▶ [Prompt]:
In the material below, find each line with the string "nodes" and copy it.

-- Supplied data follows --

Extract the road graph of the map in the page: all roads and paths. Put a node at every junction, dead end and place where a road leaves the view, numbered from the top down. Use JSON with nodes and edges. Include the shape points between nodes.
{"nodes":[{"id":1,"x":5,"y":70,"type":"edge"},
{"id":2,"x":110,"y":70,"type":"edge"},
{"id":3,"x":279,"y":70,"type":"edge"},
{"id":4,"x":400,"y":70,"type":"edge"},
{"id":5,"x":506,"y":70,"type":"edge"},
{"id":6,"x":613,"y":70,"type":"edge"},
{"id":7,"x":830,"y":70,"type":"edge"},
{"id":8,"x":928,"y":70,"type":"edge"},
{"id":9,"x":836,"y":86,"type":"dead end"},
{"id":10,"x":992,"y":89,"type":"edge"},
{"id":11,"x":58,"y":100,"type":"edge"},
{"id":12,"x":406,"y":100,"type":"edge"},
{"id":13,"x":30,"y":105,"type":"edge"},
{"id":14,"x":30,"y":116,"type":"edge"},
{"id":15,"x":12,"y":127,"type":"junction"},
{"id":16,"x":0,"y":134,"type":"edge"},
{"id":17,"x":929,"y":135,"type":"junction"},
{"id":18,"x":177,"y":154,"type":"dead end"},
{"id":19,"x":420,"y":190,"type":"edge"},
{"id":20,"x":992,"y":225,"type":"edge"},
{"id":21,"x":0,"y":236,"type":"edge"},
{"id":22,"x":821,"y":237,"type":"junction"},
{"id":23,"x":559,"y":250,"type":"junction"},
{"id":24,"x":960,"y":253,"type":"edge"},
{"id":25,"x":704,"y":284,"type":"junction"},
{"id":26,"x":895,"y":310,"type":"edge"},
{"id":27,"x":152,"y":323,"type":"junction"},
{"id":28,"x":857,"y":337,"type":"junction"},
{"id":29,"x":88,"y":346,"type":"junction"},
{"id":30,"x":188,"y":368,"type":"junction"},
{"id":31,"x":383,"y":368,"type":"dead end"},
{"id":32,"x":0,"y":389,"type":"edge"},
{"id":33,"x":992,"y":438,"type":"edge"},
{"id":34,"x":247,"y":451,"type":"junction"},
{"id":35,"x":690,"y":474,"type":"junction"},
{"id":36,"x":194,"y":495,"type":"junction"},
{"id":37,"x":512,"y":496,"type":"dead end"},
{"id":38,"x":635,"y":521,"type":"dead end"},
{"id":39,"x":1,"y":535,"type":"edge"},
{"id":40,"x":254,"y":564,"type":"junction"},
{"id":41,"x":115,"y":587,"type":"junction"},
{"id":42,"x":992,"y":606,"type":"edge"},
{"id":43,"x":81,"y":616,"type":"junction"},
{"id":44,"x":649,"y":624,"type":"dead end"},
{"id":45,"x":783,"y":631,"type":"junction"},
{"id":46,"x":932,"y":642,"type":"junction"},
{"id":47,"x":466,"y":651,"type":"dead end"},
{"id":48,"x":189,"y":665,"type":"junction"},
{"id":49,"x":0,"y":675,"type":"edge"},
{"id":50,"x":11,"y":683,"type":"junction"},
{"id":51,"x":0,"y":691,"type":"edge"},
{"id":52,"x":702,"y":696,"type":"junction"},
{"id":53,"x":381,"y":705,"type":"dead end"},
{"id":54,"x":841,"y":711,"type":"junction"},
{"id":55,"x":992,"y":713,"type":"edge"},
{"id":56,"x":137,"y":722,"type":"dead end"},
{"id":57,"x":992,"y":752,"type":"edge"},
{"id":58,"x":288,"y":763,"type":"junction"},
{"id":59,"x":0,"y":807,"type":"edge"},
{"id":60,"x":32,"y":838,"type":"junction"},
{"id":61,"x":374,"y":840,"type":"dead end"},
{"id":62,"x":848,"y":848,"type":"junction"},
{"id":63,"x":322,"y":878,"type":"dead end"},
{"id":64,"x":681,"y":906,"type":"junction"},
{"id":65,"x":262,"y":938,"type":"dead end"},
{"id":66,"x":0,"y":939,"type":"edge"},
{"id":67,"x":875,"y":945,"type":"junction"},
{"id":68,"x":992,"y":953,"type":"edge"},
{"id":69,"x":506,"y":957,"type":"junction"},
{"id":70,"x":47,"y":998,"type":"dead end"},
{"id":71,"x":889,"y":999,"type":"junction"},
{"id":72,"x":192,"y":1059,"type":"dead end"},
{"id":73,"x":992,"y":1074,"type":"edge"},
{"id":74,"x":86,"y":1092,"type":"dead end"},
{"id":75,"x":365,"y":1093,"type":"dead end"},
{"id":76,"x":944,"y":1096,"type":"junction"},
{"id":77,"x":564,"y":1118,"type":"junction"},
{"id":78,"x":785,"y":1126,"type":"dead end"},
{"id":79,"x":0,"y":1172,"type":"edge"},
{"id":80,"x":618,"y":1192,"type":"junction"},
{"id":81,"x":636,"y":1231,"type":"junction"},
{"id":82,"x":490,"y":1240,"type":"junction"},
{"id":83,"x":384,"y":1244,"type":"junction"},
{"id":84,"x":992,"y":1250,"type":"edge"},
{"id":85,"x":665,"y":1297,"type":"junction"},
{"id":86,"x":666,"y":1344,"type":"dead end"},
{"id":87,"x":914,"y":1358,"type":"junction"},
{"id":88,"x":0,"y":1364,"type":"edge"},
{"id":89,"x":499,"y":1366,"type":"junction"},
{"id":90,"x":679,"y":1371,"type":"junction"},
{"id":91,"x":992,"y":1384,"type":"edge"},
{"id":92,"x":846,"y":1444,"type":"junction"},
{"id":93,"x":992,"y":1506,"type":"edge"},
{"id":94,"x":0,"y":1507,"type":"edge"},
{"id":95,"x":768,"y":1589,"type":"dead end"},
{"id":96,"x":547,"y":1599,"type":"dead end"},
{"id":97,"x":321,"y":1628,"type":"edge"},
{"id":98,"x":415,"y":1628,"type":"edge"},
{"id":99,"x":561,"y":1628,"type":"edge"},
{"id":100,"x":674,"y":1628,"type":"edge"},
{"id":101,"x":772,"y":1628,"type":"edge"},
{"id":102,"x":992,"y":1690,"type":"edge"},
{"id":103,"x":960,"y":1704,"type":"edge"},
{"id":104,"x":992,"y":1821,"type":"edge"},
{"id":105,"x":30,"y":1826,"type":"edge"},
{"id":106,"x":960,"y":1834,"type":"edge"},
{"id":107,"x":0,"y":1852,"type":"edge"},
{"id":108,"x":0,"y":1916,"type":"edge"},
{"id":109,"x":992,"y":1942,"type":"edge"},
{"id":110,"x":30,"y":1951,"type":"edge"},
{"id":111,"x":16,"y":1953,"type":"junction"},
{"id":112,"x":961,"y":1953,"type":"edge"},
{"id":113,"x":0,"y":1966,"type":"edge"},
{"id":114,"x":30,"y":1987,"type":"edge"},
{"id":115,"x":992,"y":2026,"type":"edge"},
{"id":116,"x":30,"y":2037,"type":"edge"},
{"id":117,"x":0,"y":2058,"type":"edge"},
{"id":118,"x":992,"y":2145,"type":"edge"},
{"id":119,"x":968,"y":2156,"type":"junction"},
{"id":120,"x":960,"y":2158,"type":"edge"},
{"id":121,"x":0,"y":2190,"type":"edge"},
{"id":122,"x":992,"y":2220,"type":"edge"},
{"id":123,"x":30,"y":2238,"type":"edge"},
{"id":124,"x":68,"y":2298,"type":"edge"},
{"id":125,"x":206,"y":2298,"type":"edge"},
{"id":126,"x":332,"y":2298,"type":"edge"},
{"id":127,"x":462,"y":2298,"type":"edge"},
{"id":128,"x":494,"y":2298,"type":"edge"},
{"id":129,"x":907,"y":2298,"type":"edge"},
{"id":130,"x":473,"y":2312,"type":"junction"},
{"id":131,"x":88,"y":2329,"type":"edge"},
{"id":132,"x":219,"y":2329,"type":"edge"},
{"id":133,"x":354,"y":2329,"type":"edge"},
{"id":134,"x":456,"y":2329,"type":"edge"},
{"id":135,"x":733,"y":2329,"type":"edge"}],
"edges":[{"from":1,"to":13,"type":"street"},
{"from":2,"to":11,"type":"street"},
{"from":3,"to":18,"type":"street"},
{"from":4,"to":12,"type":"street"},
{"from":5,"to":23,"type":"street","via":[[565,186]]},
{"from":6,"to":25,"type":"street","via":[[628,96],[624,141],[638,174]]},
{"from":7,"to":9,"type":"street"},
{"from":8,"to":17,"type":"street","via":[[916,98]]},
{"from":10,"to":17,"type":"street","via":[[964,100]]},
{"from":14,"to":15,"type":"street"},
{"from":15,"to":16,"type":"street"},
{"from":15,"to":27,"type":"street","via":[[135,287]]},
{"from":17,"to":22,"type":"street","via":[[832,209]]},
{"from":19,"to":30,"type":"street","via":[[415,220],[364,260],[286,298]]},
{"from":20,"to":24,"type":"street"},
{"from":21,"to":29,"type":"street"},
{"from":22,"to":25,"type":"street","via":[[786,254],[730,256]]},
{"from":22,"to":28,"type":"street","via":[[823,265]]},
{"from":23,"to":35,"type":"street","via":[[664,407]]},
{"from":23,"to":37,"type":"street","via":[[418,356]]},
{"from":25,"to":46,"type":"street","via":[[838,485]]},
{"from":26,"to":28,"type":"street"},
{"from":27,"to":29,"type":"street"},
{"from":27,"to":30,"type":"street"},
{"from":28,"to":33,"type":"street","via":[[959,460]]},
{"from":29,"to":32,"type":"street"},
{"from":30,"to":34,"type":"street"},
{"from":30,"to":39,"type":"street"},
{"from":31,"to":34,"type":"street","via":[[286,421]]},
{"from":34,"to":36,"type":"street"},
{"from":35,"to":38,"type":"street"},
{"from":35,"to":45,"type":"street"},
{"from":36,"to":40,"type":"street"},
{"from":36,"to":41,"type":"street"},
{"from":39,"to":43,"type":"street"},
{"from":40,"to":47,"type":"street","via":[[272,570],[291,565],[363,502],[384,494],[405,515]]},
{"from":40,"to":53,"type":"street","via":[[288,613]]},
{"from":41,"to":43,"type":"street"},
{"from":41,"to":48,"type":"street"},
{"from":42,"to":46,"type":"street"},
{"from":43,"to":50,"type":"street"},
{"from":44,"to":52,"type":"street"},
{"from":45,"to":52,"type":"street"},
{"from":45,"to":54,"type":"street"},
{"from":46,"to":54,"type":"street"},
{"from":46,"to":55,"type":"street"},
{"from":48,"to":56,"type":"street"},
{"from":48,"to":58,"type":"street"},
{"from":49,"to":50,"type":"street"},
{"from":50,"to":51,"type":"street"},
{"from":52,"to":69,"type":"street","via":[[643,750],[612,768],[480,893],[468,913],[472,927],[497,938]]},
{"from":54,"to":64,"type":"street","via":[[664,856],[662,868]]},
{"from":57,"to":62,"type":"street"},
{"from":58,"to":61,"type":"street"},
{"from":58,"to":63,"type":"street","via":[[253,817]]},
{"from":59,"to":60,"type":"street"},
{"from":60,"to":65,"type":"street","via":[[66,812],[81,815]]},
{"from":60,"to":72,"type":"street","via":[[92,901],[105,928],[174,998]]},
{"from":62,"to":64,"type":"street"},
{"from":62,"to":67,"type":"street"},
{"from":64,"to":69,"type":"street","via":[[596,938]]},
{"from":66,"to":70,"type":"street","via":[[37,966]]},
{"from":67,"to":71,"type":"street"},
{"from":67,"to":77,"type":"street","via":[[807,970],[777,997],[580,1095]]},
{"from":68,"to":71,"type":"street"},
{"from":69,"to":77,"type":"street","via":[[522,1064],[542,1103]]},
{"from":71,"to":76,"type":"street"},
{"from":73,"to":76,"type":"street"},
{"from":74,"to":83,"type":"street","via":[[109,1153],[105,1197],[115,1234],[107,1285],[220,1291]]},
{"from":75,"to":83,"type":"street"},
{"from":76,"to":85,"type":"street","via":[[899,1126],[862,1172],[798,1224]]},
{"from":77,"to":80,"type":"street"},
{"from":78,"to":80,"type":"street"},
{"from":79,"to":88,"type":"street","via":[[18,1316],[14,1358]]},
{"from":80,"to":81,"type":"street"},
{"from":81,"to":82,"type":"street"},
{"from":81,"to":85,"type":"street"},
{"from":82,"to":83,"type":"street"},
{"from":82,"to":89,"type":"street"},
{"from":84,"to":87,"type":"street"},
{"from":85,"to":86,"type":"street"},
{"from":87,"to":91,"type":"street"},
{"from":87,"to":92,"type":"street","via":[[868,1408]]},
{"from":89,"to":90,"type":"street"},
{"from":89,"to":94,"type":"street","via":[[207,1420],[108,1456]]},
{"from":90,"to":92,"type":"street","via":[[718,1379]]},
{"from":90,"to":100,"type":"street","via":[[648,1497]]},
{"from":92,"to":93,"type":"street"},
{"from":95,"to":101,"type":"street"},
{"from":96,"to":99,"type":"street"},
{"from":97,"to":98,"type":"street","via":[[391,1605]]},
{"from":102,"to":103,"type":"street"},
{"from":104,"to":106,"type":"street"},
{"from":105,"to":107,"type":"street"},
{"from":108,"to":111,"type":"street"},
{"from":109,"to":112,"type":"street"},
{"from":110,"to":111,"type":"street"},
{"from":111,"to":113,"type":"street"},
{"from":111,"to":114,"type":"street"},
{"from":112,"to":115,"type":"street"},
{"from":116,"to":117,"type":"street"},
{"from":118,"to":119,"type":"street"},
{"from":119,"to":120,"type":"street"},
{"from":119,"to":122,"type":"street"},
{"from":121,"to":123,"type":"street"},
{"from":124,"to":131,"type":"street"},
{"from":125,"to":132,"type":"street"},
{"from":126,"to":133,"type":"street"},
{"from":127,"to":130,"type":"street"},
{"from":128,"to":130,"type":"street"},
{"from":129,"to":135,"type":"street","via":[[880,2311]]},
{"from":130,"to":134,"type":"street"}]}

-- Supplied data concluded --

▶ [Response box]:
Extract the road graph of the map in the page: all roads and paths. Put a node at every junction, dead end and place where a road leaves the view, numbered from the top down. Use JSON with nodes and edges. Include the shape points between nodes.
{"nodes":[{"id":1,"x":5,"y":70,"type":"edge"},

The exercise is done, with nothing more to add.